PS This one is a little different, it has 2 lift cylinders because our intention is to install a v-box on this truck. The 'normal' back plows have just one in the middle with the 4 arms on the outside, which makes it lift straight up vs. an arc.
brunosplace
03-14-2006, 03:18 PM
For the down pressure action of it I think I should use the right angle circuit of the pump. That way I can interrupt the white solenoid wire on that side to create a float position preventing the motor from running and then energizing the green c- coil wire letting gravity take over. Left side to raise it as the only live wire is the white to the solenoid running the motor.
So I need two switches. One is just an on/off to open or close the white lead to the solenoid. the other is a momentary two way switch for the up/down.
Correct? Let me know if I am wrong on this.
Thanks
Dwayne
:feedback anybody know if I am right on this? :beatsme
Snowboy
03-14-2006, 03:44 PM
Mark,
Thanks for the picture. I'll have a look. That is a nice looking unit is that a current picture of it or when it was new? If that’s old you take good care of your stuff.
If you had a dump box in your truck like a downeastner with the Salter attachment could you still have a back plow on your truck? You would have to make the back plow come up real high to clear the back blade if its even possible? A V box on your flat bed would come down allot lower then a truck with a dump box and Salter.
Dave.
Mark Oomkes
03-15-2006, 03:14 AM
That was when it was only a couple months old. That one still doesn't look too bad, some of the others are getting pretty sorry looking. But now I can have them painted white to match the :blizzard on the front.
I've been wondering that myself about the insert. I keep seeing the pics of Ron's trucks and dreaming of how I could make it work on one of our pickups. Picking it up high enough wouldn't be too much of an issue, other than the lights would no longer be visible, but then we could do something like that flat bed has. The other issue is the side discharge instead of the center chute\spinner assembly. Like Jerre says, with plasma, anything is possible, just not sure if it would be worth the money.
Snowboy
03-15-2006, 03:26 PM
Mark,
If you make the back blade come up that high, will it still scrape properly and I'm guessing the blade will have to be mounted onto the back bumper. Is side discharge better then center? Like you said it's probably not worth the money to make the salt come out the side and find a way so no salt gets on the plow.
I saw Ron's setup today on a truck in the parking lot at work. Funny it was a F250 just like Rons. I think the Salter has 2 separate augers 1 left 1 right. I cant see how it would work, if it had 1 long auger all the way across the back end all it would do is transfer salt from one side of the bed to the other.
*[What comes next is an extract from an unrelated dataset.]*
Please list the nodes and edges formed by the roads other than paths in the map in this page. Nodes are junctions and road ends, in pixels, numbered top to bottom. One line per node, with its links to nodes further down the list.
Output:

But I've been known to be wrong before. I didn’t want to get all up close and personal in case the owner saw me looking at his rig thinking I’m trying to steal it.
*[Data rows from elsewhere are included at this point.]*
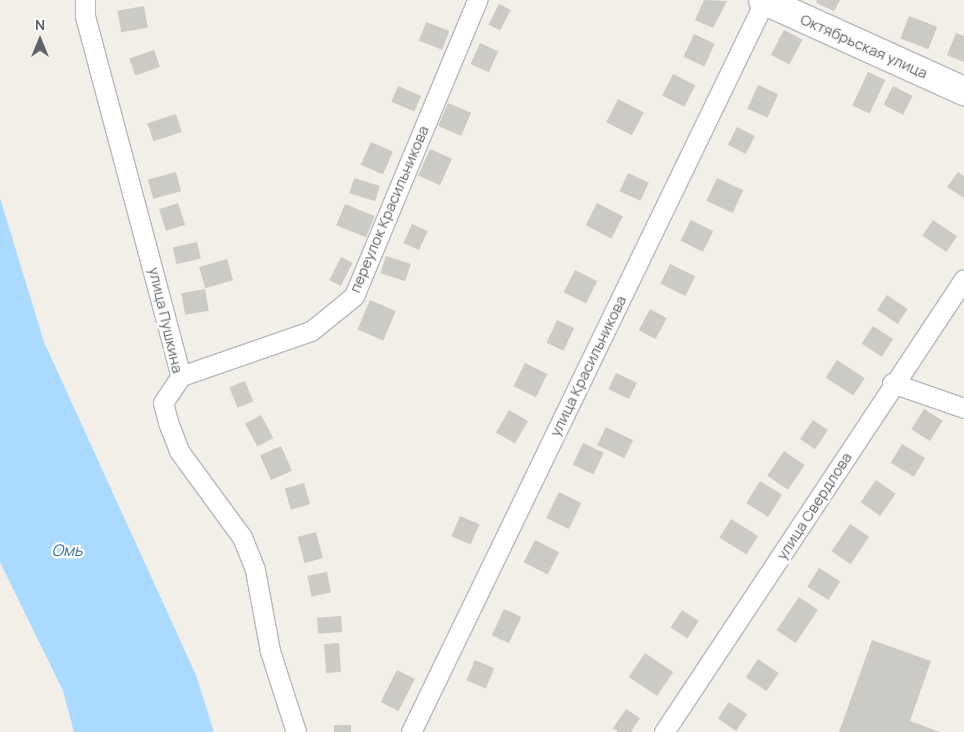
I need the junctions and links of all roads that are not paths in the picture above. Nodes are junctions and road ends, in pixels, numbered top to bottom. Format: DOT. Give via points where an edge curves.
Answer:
graph roads {
  1 [pos="85,0"];
  2 [pos="477,0"];
  3 [pos="765,0"];
  4 [pos="964,91"];
  5 [pos="964,279"];
  6 [pos="181,376"];
  7 [pos="892,383"];
  8 [pos="964,408"];
  9 [pos="296,732"];
  10 [pos="410,732"];
  11 [pos="664,732"];
  1 -- 6 [label="street, улица Пушкина" via="85,16"];
  2 -- 6 [label="street, переулок Красильникова" via="354,296 310,331"];
  3 -- 4 [label="street, Октябрьская улица"];
  3 -- 10 [label="street, улица Красильникова"];
  5 -- 7 [label="street, улица Свердлова"];
  6 -- 9 [label="street, улица Пушкина" via="163,403 168,422 179,451 242,537 255,570 270,651"];
  7 -- 8 [label="street"];
  7 -- 11 [label="street, улица Свердлова"];
}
I wonder if the salter balances out when you raise the bed like the under tailgate salters like Fisher and other manufacturer's.
Dave.
Mark Oomkes
03-15-2006, 04:03 PM
The only problem I could see is the arms would have to be quite long, but scraping shouldn't be a problem. Just strength because it would be out so far.
As for discharge, I think there is a place for both. We have had issues with the distribution pattern on our v-box since day 1, but I think we are getting it worked out. On the other hand, our under the tailgate which is similar to the insert, will spread a country mile with great distribution. Going through a narrow area isn't that great, but wide open lots it is unbeatable.
Not sure, but on the ones I have seen with 2 spinners, the auger is angled in different directions, so it moves the material to each spinner. I'm not sure I would really want that.